== Aim of the task ==
Count the lines below with the string "road" in them. Only the number should be given.

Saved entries
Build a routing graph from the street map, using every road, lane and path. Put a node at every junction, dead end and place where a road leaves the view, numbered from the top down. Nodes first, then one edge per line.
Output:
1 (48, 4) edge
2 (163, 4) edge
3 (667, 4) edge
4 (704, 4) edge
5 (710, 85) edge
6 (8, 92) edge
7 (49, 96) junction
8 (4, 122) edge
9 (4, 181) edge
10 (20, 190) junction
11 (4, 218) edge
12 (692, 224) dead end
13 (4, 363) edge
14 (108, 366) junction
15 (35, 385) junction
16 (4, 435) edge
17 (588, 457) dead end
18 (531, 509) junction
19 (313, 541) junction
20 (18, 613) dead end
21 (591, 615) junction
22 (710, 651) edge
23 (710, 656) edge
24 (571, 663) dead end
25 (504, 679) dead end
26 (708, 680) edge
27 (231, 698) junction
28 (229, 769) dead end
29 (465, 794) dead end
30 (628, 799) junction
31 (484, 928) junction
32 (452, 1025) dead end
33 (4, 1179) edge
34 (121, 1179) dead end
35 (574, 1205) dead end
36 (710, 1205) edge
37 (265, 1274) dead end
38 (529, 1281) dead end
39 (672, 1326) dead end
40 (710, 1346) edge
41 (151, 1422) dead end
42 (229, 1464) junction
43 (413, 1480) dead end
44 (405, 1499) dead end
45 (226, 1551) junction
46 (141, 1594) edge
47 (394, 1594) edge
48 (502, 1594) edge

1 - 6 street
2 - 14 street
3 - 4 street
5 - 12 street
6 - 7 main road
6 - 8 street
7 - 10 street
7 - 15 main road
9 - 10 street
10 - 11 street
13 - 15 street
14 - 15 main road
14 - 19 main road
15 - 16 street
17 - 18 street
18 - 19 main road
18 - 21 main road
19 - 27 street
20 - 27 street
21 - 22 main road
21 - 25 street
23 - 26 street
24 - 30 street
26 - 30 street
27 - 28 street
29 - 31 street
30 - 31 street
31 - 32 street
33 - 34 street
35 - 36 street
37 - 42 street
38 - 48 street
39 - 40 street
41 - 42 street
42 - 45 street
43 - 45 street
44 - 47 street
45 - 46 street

== Written response ==
8